(Saved entries)
══════════

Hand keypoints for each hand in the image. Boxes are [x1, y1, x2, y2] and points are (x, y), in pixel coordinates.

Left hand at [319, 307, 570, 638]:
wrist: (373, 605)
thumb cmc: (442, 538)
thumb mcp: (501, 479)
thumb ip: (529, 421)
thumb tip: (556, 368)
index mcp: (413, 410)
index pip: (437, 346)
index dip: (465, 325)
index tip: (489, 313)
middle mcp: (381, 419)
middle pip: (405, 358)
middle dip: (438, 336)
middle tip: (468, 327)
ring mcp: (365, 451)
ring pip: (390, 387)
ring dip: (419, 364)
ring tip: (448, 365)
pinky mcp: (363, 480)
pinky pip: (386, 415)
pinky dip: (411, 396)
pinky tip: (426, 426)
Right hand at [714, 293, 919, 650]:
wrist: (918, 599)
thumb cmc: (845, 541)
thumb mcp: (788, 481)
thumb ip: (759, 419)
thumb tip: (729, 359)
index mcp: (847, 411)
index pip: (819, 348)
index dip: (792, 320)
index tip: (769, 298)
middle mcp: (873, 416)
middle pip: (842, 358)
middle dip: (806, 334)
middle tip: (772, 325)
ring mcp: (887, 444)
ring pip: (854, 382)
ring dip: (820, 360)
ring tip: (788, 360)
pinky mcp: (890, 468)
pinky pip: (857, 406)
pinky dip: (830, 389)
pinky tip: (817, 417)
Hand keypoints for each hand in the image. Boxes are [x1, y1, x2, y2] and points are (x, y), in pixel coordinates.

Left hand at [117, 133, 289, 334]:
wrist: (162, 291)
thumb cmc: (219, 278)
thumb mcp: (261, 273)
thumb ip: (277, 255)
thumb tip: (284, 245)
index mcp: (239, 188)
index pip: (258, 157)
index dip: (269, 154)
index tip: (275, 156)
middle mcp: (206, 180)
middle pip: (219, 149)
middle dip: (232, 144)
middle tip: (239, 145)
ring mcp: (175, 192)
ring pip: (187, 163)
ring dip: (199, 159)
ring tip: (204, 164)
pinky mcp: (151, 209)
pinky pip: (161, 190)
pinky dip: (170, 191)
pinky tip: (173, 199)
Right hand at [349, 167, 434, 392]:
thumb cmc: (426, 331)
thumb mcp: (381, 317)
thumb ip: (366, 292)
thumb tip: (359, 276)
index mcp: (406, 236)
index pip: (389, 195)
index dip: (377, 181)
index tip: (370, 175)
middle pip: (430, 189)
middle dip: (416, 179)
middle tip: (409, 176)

══════════

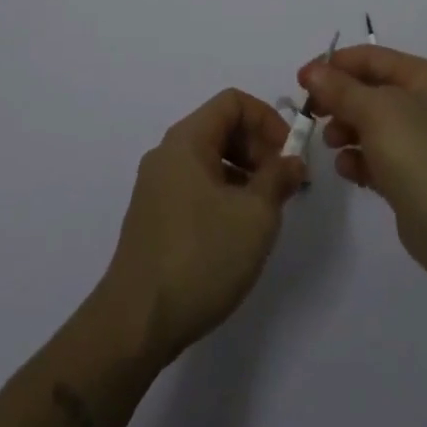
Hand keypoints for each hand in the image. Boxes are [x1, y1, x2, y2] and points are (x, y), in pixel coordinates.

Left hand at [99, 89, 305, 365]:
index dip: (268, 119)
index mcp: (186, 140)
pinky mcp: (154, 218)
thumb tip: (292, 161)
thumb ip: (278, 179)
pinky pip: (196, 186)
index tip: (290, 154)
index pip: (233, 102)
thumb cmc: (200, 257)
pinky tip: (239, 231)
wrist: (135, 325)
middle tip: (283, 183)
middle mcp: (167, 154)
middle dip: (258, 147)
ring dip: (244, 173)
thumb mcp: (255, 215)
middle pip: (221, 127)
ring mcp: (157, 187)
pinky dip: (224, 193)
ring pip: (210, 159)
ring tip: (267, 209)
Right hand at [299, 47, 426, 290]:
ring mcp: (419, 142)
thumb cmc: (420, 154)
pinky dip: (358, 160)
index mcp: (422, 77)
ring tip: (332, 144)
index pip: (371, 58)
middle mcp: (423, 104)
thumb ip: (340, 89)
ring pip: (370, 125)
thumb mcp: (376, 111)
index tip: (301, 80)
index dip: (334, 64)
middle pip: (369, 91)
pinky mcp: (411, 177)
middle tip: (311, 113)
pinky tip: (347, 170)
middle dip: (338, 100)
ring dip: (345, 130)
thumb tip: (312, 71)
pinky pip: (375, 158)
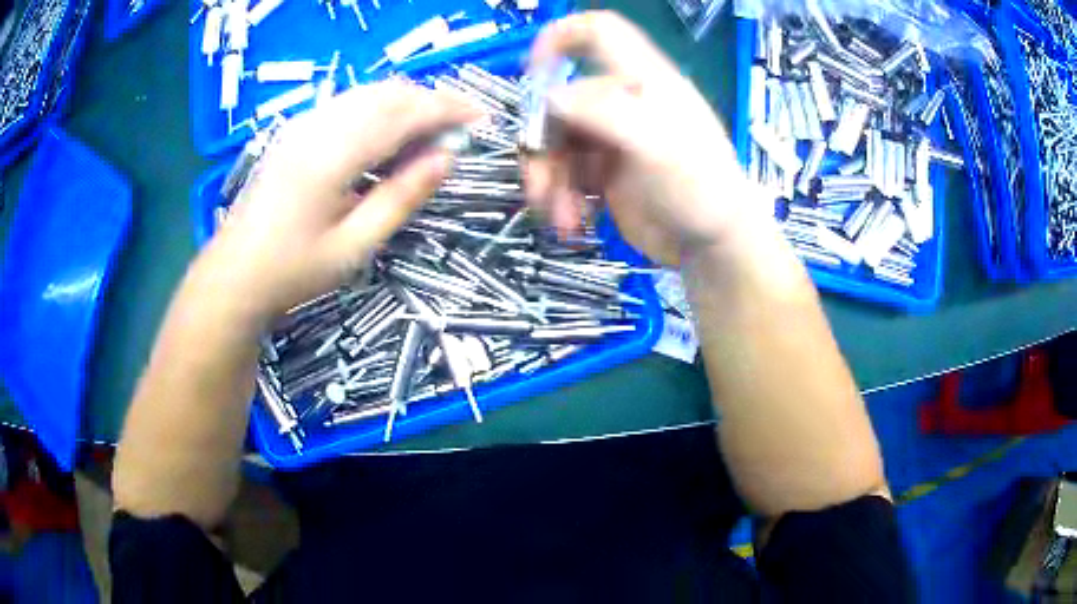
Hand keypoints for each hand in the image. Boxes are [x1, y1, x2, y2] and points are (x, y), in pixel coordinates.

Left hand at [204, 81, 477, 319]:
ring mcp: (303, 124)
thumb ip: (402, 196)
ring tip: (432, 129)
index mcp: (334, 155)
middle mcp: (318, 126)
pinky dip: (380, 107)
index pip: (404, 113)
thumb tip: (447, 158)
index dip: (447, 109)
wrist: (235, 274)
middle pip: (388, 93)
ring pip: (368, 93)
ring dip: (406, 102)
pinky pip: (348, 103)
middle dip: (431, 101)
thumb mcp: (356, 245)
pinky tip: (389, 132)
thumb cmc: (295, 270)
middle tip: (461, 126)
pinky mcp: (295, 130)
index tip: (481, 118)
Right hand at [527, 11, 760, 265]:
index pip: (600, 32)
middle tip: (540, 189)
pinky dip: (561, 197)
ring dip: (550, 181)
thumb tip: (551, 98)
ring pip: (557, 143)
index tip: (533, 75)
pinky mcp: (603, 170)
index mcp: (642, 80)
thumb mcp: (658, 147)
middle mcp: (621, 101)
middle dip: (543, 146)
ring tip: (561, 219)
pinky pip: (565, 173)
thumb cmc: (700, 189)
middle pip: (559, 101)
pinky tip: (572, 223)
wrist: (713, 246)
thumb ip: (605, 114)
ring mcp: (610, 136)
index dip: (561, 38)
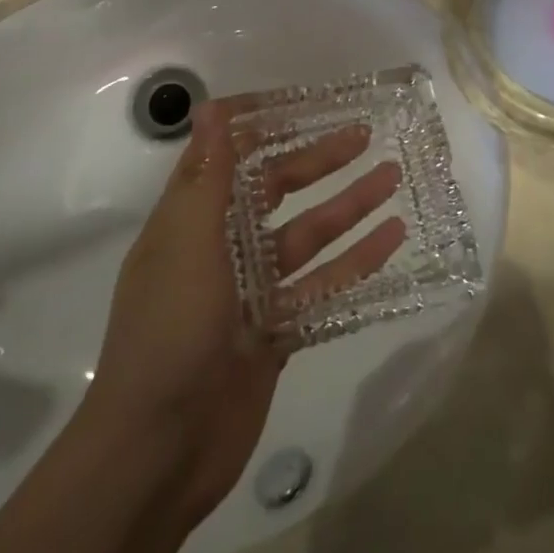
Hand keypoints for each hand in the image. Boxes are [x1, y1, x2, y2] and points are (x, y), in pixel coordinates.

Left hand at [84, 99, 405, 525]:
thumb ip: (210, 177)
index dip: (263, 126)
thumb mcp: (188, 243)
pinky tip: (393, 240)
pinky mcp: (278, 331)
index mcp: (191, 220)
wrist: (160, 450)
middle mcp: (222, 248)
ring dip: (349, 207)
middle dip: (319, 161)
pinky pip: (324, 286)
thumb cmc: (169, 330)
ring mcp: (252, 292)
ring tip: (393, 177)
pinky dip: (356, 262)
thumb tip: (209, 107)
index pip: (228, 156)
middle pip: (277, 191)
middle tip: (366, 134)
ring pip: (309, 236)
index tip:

══════════

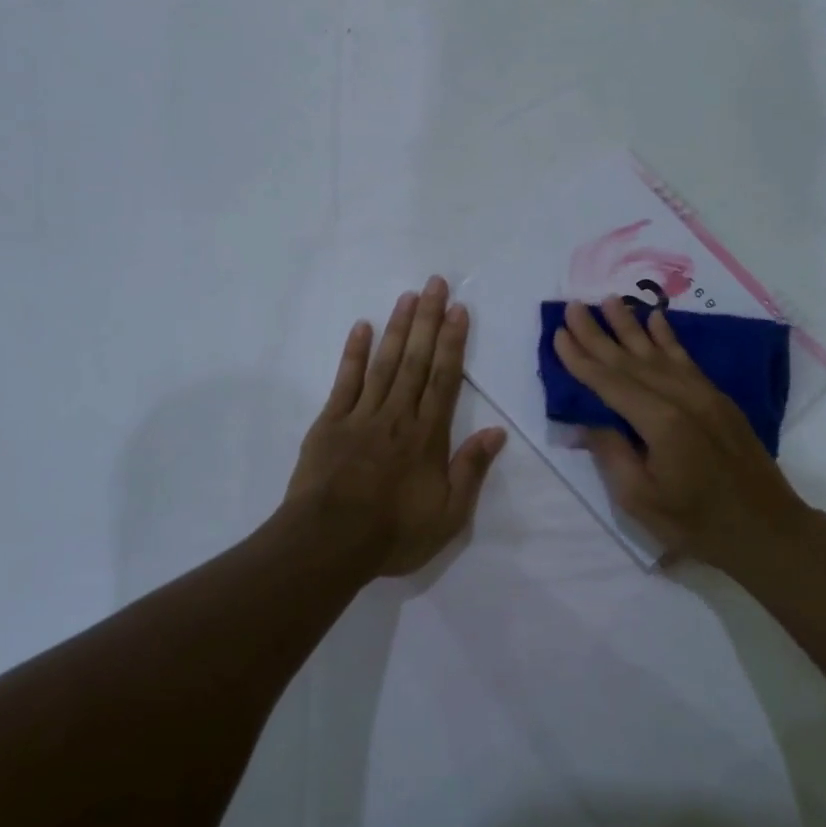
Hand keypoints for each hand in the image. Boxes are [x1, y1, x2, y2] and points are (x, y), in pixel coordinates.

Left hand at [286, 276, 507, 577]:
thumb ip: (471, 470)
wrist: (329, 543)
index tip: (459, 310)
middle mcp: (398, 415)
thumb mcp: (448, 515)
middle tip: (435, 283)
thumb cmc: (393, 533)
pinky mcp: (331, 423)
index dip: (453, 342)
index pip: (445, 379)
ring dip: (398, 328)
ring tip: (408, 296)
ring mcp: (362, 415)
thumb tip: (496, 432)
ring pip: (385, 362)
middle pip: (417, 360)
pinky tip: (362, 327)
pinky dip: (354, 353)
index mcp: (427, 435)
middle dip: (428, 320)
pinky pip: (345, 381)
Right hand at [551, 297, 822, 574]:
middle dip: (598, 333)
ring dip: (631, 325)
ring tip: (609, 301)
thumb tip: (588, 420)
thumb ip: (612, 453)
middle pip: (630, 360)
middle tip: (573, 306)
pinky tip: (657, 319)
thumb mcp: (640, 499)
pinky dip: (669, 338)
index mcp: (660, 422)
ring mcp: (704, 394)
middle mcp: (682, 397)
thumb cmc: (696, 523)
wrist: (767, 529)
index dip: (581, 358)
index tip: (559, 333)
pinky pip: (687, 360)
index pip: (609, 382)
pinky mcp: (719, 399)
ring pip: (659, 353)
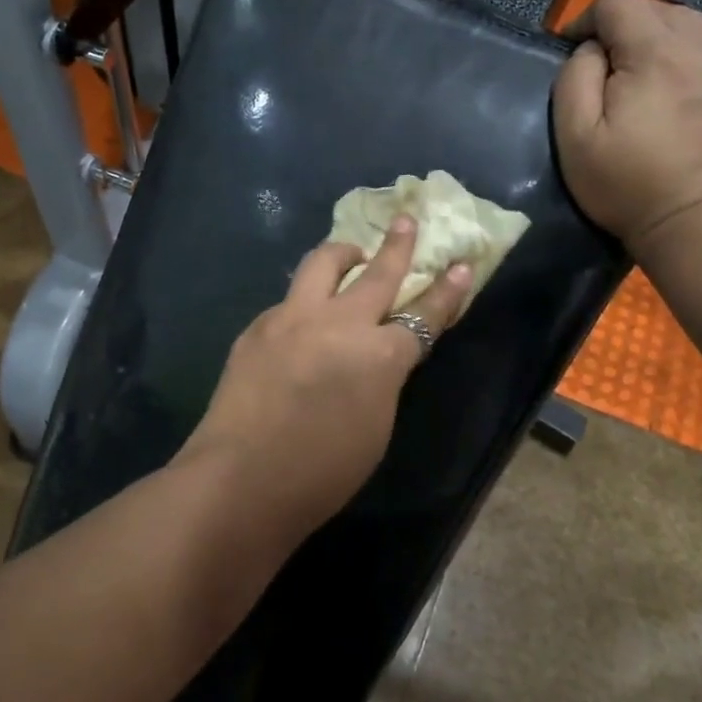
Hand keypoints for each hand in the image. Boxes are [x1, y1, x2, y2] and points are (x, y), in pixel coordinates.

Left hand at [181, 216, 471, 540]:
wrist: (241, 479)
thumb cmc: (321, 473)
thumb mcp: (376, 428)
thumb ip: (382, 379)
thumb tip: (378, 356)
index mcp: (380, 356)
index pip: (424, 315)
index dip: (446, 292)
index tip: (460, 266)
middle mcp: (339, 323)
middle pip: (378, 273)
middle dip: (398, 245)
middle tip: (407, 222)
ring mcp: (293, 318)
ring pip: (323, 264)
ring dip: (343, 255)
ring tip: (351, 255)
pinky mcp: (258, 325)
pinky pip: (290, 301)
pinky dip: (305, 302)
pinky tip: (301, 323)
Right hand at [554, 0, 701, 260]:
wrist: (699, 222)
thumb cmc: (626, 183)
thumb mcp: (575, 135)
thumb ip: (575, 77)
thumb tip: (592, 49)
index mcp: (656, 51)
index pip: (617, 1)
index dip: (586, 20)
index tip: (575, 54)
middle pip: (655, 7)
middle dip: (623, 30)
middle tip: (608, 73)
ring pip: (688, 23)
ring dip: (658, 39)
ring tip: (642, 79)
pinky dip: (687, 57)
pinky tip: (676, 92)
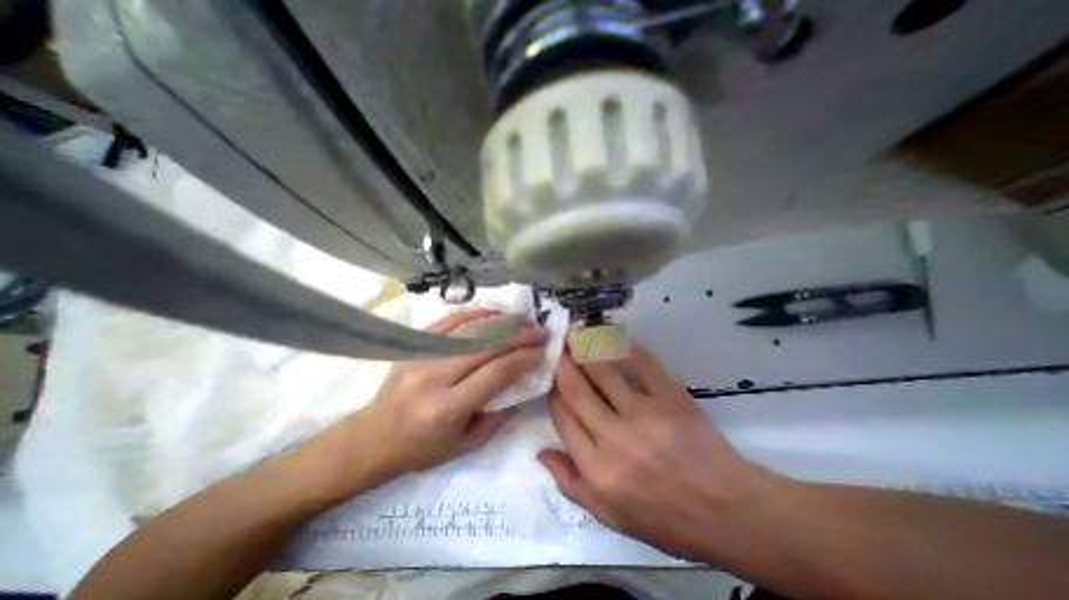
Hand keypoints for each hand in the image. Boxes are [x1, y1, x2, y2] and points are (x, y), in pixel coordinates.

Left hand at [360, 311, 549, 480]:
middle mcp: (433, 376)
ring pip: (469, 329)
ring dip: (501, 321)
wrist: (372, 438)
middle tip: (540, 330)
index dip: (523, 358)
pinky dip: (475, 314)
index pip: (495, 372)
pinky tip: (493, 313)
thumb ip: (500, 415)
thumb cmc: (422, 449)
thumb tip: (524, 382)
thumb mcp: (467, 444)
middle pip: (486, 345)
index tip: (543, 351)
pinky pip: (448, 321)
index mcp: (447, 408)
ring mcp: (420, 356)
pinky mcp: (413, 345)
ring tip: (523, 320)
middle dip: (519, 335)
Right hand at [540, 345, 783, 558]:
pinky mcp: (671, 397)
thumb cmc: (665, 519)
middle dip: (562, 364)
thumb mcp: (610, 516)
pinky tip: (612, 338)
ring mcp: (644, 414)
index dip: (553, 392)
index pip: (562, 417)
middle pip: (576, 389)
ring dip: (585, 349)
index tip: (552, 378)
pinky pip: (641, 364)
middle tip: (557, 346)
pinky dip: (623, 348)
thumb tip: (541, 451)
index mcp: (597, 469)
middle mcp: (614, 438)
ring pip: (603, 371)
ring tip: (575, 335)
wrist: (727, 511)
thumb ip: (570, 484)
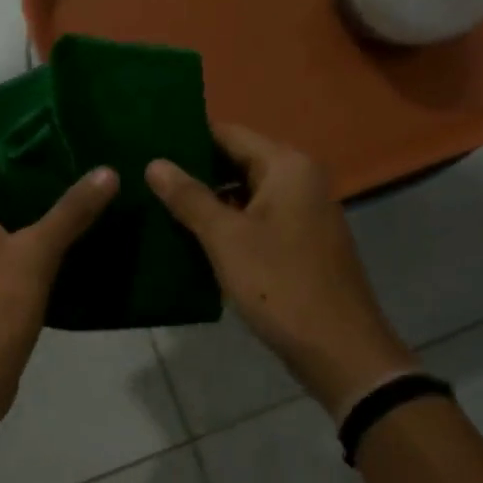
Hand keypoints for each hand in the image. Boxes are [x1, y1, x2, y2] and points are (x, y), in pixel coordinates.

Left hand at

══════════

=== TASK GOAL ===
What this exercise asks for is every line of the data above with the word "Right".

=== WRITTEN ANSWER ===
Right hand at [714, 293, 919, 650]:
Right hand at [349, 167, 434, 392]:
Right hand at [299, 47, 426, 290]:
Right hand at [527, 11, 760, 265]:
Right hand at [551, 297, 822, 574]:
Right hand at [554, 0, 701, 260]:
Right hand at [540, 345, 783, 558]:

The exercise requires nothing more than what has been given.